EXERCISE
Here you must reproduce each line of the data exactly.

(AVAILABLE DATA Opens)

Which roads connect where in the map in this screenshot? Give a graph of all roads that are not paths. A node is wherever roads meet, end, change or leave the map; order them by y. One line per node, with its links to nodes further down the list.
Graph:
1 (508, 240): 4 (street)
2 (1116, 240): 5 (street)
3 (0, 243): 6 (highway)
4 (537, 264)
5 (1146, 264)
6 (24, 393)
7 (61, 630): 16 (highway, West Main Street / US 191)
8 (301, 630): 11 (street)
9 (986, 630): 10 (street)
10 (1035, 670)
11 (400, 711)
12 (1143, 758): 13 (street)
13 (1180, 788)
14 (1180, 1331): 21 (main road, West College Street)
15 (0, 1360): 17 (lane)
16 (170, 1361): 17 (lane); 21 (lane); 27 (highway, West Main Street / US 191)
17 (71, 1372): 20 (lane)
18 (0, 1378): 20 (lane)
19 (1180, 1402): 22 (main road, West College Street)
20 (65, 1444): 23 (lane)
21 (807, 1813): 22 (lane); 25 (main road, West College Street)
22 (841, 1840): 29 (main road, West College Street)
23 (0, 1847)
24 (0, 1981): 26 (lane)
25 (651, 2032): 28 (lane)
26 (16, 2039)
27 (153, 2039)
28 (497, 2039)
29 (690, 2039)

(AVAILABLE DATA Closes)

COMPLETED EXERCISE
Which roads connect where in the map in this screenshot? Give a graph of all roads that are not paths. A node is wherever roads meet, end, change or leave the map; order them by y. One line per node, with its links to nodes further down the list.
Graph:
1 (508, 240): 4 (street)
2 (1116, 240): 5 (street)
3 (0, 243): 6 (highway)
4 (537, 264)
5 (1146, 264)
6 (24, 393)
7 (61, 630): 16 (highway, West Main Street / US 191)
8 (301, 630): 11 (street)
9 (986, 630): 10 (street)
10 (1035, 670)
11 (400, 711)
12 (1143, 758): 13 (street)
13 (1180, 788)
14 (1180, 1331): 21 (main road, West College Street)
15 (0, 1360): 17 (lane)
16 (170, 1361): 17 (lane); 21 (lane); 27 (highway, West Main Street / US 191)
17 (71, 1372): 20 (lane)
18 (0, 1378): 20 (lane)
19 (1180, 1402): 22 (main road, West College Street)
20 (65, 1444): 23 (lane)
21 (807, 1813): 22 (lane); 25 (main road, West College Street)
22 (841, 1840): 29 (main road, West College Street)
23 (0, 1847)
24 (0, 1981): 26 (lane)
25 (651, 2032): 28 (lane)
26 (16, 2039)
27 (153, 2039)
28 (497, 2039)
29 (690, 2039)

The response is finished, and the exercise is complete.